Another approach is to impose a random pattern of opaque pinpoint dots across an otherwise clear glass surface. This breaks up the incoming rays in roughly the same way, without causing halation. i.e., pure softening without the bleeding effect. Keep in mind that black dot diffusion filters cut down the light slightly and thus require a small exposure compensation.

Because the visual effect of diffusion depends on subject matter, these filters are often offered in graded sets, with the intensity of the effect varying in steps. The idea is to offer a filter that has almost no effect to a filter whose effect is extreme. In my own experience, the filters “in the middle” are going to be your “go-to” filters; for a graded set ranging from 1 to 5, you are most likely to use grades 2 and 3, for example. Inasmuch as the cost of a full set is not minor, this approach makes a lot of sense.Knowing which grade to use on a particular shot is a knack learned from experience; it’s hard to make clearcut rules. When I shot food for commercial clients, a touch of diffusion with a lower grade was really not noticeable, and added a slight enhancement by cutting the sharp edges of food. For a portrait of an older woman, on the other hand, a stronger grade eliminated small wrinkles in the skin and saved retouching time. For an utmost painterly effect, what I call the “Hallmark card look”, you would choose the highest grades.

You can mimic commercial diffusion filters with any number of improvised home-brew techniques, and yes, smearing vaseline onto a UV filter will diffuse the image. So will wrapping the front of the lens with a plastic bag, held on by a rubber band. I’ve tried many of these things, and offer no critique as long as you get a pleasing result. However, it’s not the same as using a repeatable, tested lens filter from a reputable manufacturer, and gaining knowledge of how they work time and time again with various subjects.

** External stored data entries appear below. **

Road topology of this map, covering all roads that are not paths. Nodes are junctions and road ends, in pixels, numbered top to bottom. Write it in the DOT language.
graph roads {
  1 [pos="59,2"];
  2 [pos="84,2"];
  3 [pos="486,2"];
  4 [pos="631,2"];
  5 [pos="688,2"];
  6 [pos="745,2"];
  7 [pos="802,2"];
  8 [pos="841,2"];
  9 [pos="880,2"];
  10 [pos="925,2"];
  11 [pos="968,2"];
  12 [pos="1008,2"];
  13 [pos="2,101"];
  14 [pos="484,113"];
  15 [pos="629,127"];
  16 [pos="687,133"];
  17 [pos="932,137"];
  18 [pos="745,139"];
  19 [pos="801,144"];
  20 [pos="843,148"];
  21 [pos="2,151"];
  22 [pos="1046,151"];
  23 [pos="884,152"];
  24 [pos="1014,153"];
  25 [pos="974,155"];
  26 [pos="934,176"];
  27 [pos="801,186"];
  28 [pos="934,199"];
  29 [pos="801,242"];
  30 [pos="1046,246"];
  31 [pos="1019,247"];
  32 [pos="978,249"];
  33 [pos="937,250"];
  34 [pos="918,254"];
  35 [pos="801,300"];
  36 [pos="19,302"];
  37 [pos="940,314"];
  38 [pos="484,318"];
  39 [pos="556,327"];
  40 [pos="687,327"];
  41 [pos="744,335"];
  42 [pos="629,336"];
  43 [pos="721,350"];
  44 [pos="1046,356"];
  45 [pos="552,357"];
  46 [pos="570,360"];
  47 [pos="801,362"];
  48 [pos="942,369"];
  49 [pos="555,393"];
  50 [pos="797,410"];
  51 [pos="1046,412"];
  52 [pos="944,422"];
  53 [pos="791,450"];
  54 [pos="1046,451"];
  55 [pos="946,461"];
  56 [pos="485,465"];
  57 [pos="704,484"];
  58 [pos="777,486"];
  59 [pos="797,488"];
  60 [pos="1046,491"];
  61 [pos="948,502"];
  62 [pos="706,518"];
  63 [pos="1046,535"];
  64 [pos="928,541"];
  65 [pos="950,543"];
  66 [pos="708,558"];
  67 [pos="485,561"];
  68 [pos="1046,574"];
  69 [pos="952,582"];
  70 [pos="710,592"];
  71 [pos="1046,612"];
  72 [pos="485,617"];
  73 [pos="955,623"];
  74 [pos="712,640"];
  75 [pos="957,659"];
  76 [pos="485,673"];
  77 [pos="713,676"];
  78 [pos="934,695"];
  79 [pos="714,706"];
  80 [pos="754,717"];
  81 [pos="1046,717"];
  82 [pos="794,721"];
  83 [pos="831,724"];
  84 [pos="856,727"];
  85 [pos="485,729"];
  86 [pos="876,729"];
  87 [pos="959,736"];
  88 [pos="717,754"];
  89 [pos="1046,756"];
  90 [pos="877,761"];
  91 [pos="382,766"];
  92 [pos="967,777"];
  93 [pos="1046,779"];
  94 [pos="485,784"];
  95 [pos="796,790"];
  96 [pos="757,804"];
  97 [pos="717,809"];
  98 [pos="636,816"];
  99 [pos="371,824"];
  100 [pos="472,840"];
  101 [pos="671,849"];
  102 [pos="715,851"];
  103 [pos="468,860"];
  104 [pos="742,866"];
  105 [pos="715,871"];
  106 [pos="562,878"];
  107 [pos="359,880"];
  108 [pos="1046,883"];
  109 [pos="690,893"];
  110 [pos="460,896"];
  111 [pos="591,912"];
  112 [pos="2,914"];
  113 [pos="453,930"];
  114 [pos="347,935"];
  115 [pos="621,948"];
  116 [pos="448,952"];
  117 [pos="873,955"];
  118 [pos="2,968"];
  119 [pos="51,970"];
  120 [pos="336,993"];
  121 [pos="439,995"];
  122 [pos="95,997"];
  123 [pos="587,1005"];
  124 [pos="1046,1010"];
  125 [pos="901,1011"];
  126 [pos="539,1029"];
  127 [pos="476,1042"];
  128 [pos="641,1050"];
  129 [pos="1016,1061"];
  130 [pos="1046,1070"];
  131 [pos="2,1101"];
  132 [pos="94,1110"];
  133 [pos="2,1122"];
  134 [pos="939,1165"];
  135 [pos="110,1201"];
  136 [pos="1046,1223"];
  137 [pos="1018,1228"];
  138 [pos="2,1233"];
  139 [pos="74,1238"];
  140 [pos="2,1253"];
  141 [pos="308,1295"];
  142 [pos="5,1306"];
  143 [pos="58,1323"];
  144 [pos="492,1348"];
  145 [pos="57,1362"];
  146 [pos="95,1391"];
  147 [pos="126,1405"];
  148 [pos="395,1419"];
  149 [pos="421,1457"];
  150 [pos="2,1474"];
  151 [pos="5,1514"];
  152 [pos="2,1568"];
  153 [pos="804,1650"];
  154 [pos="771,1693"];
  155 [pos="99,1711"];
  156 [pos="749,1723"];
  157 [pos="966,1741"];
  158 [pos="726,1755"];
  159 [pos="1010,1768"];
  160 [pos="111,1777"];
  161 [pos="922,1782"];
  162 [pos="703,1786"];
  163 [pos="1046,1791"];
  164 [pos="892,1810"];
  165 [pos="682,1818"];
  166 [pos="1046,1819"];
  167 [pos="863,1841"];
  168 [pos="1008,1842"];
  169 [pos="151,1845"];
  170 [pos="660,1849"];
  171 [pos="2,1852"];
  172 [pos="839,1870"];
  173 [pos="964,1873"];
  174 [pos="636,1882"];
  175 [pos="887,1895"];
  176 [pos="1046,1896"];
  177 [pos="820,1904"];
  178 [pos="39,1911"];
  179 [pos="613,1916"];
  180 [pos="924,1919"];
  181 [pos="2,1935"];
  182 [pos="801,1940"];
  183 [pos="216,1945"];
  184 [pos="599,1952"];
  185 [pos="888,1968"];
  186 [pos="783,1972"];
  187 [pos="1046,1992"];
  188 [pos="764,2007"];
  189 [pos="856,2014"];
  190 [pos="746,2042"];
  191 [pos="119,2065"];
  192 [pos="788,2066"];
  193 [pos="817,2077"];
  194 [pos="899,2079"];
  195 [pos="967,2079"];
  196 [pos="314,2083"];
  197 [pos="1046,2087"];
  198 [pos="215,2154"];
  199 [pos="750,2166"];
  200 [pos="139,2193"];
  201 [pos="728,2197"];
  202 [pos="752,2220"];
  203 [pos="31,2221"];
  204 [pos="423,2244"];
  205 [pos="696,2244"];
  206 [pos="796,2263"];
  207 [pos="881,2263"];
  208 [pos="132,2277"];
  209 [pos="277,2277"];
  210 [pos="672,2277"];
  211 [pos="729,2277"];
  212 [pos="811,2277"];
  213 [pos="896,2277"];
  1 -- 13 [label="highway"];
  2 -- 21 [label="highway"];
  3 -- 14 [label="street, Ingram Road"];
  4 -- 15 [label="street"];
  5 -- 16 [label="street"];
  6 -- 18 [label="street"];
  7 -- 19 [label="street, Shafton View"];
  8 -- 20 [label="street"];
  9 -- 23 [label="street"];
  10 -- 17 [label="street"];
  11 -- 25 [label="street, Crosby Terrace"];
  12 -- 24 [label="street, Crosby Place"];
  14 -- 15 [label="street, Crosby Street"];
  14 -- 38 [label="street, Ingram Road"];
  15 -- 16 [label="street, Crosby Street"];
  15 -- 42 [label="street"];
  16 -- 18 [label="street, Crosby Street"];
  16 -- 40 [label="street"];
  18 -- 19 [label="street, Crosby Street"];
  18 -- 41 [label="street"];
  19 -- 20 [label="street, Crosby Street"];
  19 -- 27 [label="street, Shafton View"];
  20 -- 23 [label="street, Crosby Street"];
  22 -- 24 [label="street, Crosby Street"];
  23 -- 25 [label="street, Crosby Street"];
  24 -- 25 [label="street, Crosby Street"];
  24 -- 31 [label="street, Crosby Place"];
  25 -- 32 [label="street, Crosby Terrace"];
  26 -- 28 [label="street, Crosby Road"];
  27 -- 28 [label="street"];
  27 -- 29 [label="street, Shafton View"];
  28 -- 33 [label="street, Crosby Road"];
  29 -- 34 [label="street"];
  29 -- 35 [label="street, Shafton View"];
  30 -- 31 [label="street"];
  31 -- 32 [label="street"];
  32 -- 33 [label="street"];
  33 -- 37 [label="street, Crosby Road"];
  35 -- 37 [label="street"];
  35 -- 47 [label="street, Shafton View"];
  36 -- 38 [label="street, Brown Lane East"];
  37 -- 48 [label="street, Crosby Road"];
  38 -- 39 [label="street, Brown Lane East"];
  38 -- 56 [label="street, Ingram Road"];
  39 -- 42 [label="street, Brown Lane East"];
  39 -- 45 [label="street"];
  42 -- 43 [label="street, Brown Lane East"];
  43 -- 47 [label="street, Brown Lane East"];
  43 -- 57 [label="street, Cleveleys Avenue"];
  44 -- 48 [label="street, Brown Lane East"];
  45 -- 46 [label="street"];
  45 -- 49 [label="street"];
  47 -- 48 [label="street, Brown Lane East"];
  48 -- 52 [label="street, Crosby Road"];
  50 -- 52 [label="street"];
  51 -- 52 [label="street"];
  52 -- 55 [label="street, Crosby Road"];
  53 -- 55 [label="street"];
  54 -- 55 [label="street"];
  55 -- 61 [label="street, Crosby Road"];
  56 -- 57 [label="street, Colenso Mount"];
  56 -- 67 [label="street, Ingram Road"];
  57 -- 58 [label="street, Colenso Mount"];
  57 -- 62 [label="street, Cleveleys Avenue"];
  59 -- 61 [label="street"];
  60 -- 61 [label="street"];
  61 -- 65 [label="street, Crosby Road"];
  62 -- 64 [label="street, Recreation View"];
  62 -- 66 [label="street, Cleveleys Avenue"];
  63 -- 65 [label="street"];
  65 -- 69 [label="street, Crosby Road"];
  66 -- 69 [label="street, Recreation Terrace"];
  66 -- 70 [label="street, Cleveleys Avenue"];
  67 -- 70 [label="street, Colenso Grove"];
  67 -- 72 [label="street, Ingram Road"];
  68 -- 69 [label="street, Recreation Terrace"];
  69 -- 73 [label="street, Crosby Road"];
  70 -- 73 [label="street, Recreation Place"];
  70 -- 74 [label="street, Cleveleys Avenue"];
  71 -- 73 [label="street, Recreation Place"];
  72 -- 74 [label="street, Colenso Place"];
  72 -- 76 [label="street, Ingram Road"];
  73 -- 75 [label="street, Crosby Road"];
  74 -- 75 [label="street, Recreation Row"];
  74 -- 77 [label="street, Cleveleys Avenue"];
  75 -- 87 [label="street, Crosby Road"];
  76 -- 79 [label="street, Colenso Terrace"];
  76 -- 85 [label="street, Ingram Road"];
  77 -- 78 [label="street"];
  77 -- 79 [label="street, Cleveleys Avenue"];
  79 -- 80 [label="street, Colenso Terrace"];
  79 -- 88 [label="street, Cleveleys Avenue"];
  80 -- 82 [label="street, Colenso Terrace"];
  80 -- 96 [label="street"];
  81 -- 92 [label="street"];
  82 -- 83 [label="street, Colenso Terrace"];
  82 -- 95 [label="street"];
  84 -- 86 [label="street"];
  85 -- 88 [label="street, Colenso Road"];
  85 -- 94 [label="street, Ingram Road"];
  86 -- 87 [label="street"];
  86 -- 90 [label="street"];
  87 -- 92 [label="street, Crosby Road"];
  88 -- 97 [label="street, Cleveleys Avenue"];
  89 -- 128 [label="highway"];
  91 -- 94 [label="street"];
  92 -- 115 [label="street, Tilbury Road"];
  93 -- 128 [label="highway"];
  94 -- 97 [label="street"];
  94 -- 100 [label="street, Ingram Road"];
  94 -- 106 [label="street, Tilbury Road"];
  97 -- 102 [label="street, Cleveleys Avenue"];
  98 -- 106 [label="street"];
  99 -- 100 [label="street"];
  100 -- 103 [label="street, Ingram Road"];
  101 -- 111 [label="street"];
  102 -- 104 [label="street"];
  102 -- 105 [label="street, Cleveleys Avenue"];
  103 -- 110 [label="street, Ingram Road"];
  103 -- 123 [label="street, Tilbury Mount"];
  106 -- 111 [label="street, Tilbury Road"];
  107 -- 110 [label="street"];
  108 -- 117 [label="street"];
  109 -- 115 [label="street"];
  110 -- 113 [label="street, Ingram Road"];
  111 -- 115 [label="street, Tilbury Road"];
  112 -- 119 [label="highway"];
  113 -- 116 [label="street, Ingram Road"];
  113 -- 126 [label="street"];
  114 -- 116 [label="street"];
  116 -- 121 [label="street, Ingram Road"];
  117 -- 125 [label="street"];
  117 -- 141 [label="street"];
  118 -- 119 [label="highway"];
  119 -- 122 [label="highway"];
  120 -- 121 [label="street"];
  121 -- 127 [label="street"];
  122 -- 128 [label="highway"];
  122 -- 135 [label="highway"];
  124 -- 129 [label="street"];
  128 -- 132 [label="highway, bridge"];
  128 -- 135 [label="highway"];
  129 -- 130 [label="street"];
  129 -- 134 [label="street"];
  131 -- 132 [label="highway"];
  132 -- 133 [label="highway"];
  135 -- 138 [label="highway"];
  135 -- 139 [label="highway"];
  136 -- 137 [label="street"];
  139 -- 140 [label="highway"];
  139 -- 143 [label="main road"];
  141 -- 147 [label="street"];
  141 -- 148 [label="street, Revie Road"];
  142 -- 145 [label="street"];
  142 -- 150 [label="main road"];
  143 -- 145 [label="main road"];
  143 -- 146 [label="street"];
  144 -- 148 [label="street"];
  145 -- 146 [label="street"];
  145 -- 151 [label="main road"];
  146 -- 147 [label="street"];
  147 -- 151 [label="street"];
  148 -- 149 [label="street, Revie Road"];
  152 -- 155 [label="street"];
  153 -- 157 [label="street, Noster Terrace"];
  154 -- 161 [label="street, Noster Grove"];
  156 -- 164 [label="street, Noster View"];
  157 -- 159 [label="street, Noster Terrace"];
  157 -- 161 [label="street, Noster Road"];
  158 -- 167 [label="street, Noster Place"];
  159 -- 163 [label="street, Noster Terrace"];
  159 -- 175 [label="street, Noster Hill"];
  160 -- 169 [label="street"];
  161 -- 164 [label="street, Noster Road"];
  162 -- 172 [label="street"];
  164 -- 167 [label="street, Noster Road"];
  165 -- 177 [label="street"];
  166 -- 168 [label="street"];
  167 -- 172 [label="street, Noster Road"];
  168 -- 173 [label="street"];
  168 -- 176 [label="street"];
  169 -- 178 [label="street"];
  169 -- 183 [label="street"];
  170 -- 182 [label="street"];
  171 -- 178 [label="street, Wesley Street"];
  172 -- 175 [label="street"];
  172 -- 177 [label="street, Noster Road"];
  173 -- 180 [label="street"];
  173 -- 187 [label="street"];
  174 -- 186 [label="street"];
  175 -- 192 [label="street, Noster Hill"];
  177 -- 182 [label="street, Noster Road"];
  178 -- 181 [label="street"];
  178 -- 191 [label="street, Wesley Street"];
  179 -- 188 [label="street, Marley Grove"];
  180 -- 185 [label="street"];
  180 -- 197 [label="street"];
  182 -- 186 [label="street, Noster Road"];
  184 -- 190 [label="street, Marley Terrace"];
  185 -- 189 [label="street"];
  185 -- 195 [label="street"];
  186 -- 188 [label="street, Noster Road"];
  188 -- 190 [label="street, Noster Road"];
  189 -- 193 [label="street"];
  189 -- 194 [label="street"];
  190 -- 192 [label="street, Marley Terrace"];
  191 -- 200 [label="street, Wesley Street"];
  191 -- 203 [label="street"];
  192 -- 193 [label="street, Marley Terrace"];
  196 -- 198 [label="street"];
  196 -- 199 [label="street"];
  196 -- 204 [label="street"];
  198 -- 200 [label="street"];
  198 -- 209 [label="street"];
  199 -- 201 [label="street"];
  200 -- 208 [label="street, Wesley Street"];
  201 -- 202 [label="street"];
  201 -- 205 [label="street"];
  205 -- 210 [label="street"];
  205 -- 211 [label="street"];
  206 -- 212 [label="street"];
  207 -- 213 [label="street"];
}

I photographed Beatrice in the studio using a Harrison and Harrison #2 diffusing filter. It breaks up details just slightly, and never intrudes on the image or looks like a focussing error. Halation at the edges is barely visible.

 


Fog filters

A close cousin to diffusion filters are fog filters. A fog filter is a diffusion filter added to glass that is not clear but infused with a slight white cast. The slight cast eliminates solid blacks in the image and thereby creates the look of an enveloping fog, hence the name. It’s all about the halation rather than the blurring itself. Fog filters are also offered in graded sets of varying intensity but in general their effect starts where diffusion filters leave off. There is no mistaking their effect on the image, so caution is advised and there is no way to undo the effect in post production.

Soft focus filters

Soft focus filters are an attempt to mimic the optical performance of soft focus lenses that were commonplace in the days of film photography and large format cameras. The goal of soft focus filters, and lenses too, is to blend (soften) slight tone differences while not touching areas of the photograph with great tonal difference. In a portrait of a female, for example, a soft focus filter would blend skin tones, minimizing pores and irregularities, but maintain the sharpness of eyelashes and hair.

In landscape work, a soft focus filter would blend sky tones but leave foreground details sharp and well defined.

A true soft focus filter is a lot more involved than simple diffusion and involves proprietary manufacturing technology; the two are not directly comparable. I use the Zeiss Softar in grades 1 and 2 and the design has been licensed to other companies. Cost is higher than the typical diffusion filter because of the optical innovation.


Here is Beatrice again, only this time photographed with a Zeiss Softer #2 filter. The difference between the diffusion filter and the soft focus filter are subtle in these studio portraits, and may not show up on your screen image.